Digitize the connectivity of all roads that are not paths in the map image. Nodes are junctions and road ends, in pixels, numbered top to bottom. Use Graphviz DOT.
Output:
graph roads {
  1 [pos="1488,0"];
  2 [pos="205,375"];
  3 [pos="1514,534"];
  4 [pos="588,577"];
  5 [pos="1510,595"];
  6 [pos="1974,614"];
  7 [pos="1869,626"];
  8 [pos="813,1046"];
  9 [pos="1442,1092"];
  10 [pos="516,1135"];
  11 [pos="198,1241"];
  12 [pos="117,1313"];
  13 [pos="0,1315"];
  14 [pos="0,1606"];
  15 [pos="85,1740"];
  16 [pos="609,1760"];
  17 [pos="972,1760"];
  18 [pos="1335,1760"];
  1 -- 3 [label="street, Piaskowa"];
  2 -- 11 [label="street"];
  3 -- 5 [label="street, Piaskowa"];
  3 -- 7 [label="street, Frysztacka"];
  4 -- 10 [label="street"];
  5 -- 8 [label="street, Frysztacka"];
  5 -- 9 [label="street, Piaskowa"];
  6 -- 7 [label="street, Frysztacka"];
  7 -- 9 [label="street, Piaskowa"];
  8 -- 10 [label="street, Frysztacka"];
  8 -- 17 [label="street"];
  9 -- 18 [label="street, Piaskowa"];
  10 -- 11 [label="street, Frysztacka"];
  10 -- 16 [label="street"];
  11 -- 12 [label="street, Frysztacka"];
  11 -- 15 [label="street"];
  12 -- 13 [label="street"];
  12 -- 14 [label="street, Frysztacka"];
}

********

→ Your assignment
Show each line of the material that includes the word "Piaskowa".

→ Answer to this task
  1 -- 3 [label="street, Piaskowa"];
  3 -- 5 [label="street, Piaskowa"];
  5 -- 9 [label="street, Piaskowa"];
  7 -- 9 [label="street, Piaskowa"];
  9 -- 18 [label="street, Piaskowa"];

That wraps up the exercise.